Elasticity of Demand for Blood Transfusion

Elasticity of Demand for Blood Transfusion
Elasticity of Demand for Blood Transfusion

The demand for blood transfusion by accident victims can be determined from the elasticity of the demand of blood with respect to price.

 

The theory is illustrated with a specific example, which we will use if you don’t know how to calculate it. One equation for this theory is as follows: D(QS) = Q*P – D where D(QS) stands for the change in quantity demanded, and Q*P stands for the change in price.

 

In other words, what would happen if there were an increase or decrease in demand? If the elasticity is greater than 1, then the quantity demanded should rise when prices rise while a negative elasticity means that quantity demanded should fall when prices are high.

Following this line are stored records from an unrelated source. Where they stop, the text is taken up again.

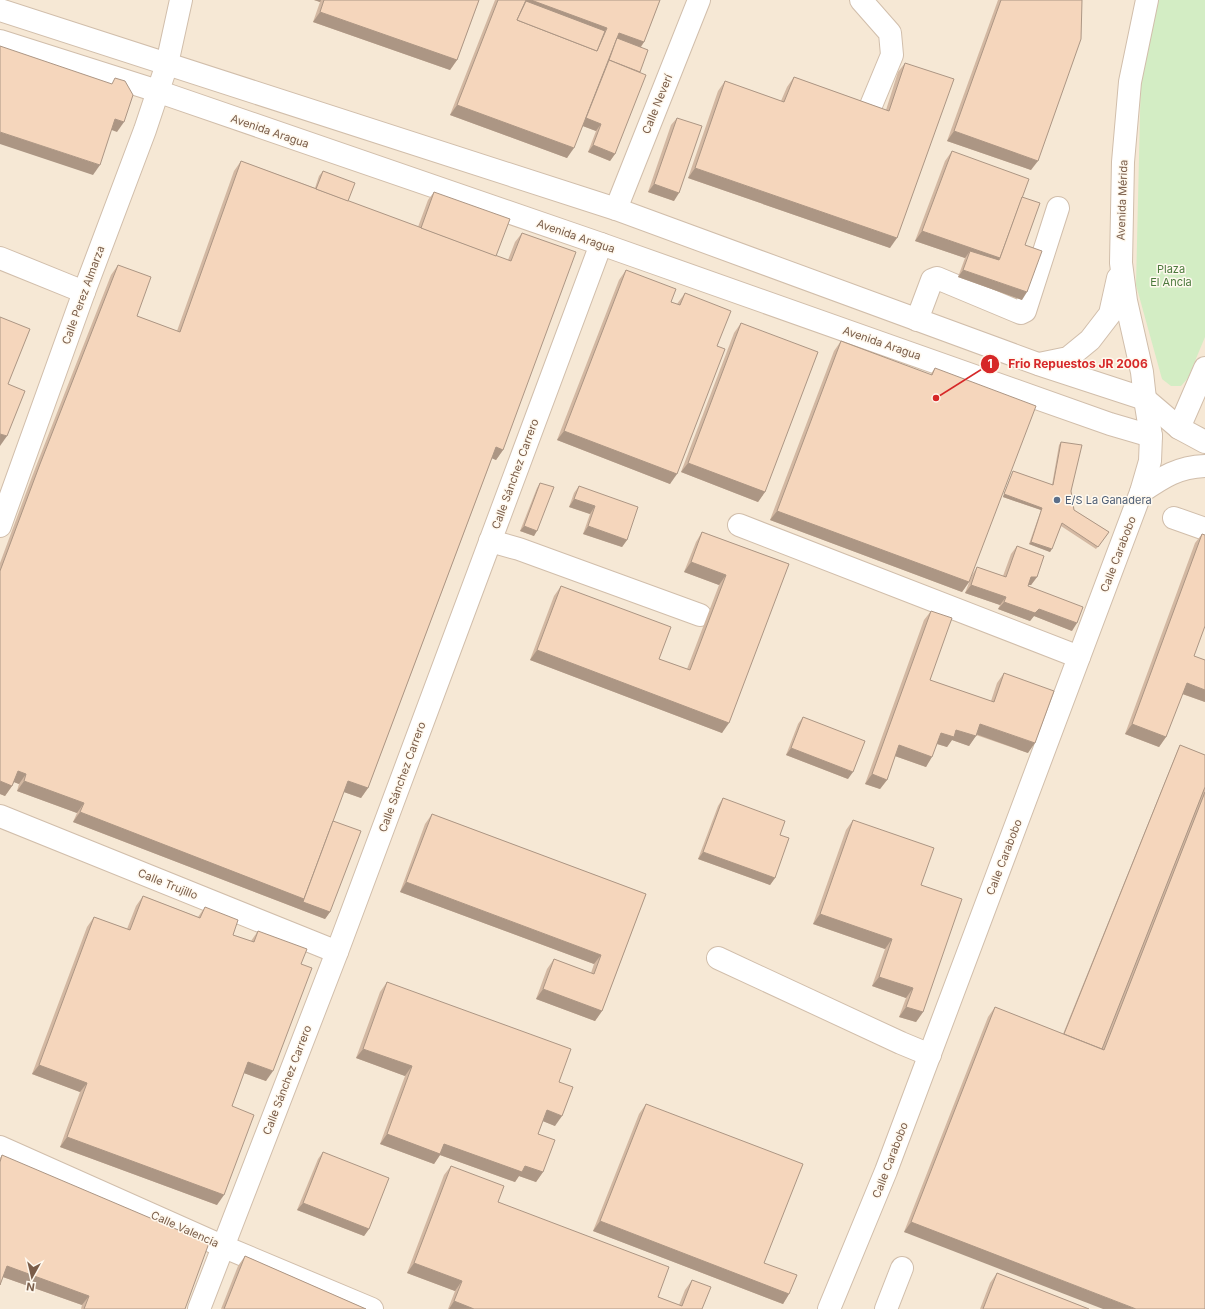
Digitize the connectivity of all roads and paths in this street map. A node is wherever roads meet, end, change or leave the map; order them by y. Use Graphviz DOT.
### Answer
graph roads {
  1 [pos="181,0"];
  2 [pos="699,0"];
  3 [pos="861,0"];
  4 [pos="1147,0"];
  5 [pos="0,10"];
  6 [pos="0,41"];
  7 [pos="167,64"];
  8 [pos="158,92"];
  9 [pos="870,108"];
  10 [pos="1058,208"];
  11 [pos="616,209"];
  12 [pos="601,244"];
  13 [pos="0,258"];
  14 [pos="1121,263"];
  15 [pos="84,292"];
  16 [pos="917,320"];
  17 [pos="1038,364"];
  18 [pos="1205,368"];
  19 [pos="1145,399"];
  20 [pos="1179,428"];
  21 [pos="1151,436"];
  22 [pos="1205,442"];
  23 [pos="1205,466"];
  24 [pos="7,483"];
  25 [pos="1141,492"];
  26 [pos="1174,518"];
  27 [pos="739,525"];
  28 [pos="0,526"];
  29 [pos="1205,529"];
  30 [pos="490,541"];
  31 [pos="700,615"];
  32 [pos="1079,657"];
  33 [pos="0,816"];
  34 [pos="337,952"];
  35 [pos="718,958"];
  36 [pos="930,1055"];
  37 [pos="0,1147"];
  38 [pos="222,1246"];
  39 [pos="902,1268"];
  40 [pos="199,1309"];
  41 [pos="372,1309"];
  42 [pos="829,1309"];
  43 [pos="886,1309"];
  1 -- 7 [label="street, Calle Perez Almarza"];
  2 -- 11 [label="street, Calle Neverí"];
  3 -- 9 [label="street"];
  4 -- 14 [label="street, Avenida Mérida"];
  5 -- 7 [label="street"];
  6 -- 8 [label="street, Avenida Aragua"];
  7 -- 8 [label="street, Calle Perez Almarza"];
  7 -- 11 [label="street"];
  8 -- 12 [label="street, Avenida Aragua"];
  8 -- 15 [label="street, Calle Perez Almarza"];
  10 -- 16 [label="street"];
  11 -- 16 [label="street"];
  12 -- 21 [label="street, Avenida Aragua"];
  12 -- 30 [label="street, Calle Sánchez Carrero"];
  13 -- 15 [label="street"];
  14 -- 17 [label="street"];
  14 -- 19 [label="street, Avenida Mérida"];
  15 -- 24 [label="street, Calle Perez Almarza"];
  16 -- 17 [label="street"];
  17 -- 19 [label="street"];
  18 -- 20 [label="street"];
  19 -- 20 [label="street"];
  19 -- 21 [label="street, Calle Carabobo"];
  20 -- 21 [label="street"];
  20 -- 22 [label="street"];
  21 -- 25 [label="street, Calle Carabobo"];
  23 -- 25 [label="street"];
  24 -- 28 [label="street, Calle Perez Almarza"];
  25 -- 32 [label="street, Calle Carabobo"];
  26 -- 29 [label="street"];
  27 -- 32 [label="street"];
  30 -- 31 [label="street"];
  30 -- 34 [label="street, Calle Sánchez Carrero"];
  32 -- 36 [label="street, Calle Carabobo"];
  33 -- 34 [label="street, Calle Trujillo"];
  34 -- 38 [label="street, Calle Sánchez Carrero"];
  35 -- 36 [label="street"];
  36 -- 42 [label="street, Calle Carabobo"];
  37 -- 38 [label="street, Calle Valencia"];
  38 -- 40 [label="street, Calle Sánchez Carrero"];
  38 -- 41 [label="street, Calle Valencia"];
  39 -- 43 [label="street"];
}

1. The supply of blood is fixed.

2. The demand for blood is elastic, and therefore varies with price changes.   This can be illustrated with an example where a 100 units of blood increase by 10% each year, leading to the elasticity value 0.903 (see the table below). Could this explain what happens in the market? If so, what determines the elasticity values?

3. If an accident victim absorbs a unit more than they did before they received the transfusion then their demand should drop by more than if they took 1 unit during this period and 2 units prior to that period when it was not available.

4. Because a greater change in demand leads to a higher elasticity, the elasticity will be highest when an accident victim’s demand is relatively insensitive to price changes and lower when prices have larger effects on their demand. This observation supports one possible explanation for the systematic differences observed in experimental estimates of the elasticity.

5. The influence of an increase in competition is still hard to understand: if more blood suppliers enter the market then this might have no effect or make the economy more elastic. On the other hand, if they exit, they may reduce competition and make it less elastic. As far I understand this phenomenon is related to the fixed supply of blood (1).

 

6. The theory that utilizes the indifference curve to explain this phenomenon explains the demand shift by a change in price.

 

7. The supply/demand theory is a good model to explain the elasticity of demand for blood transfusion because it also shows that when 1 unit is absorbed by an accident victim, and price rises, then their quantity demanded changes (at least under some conditions).

 

Thus, if we assume that the demand for blood is inelastic, and individuals do not significantly alter their quantity demanded when prices rises or falls over time, then the elasticity will be less than 1.
8. One reason why demand may be relatively inelastic is that there are loss functions which are discontinuous in their responses to changes in price.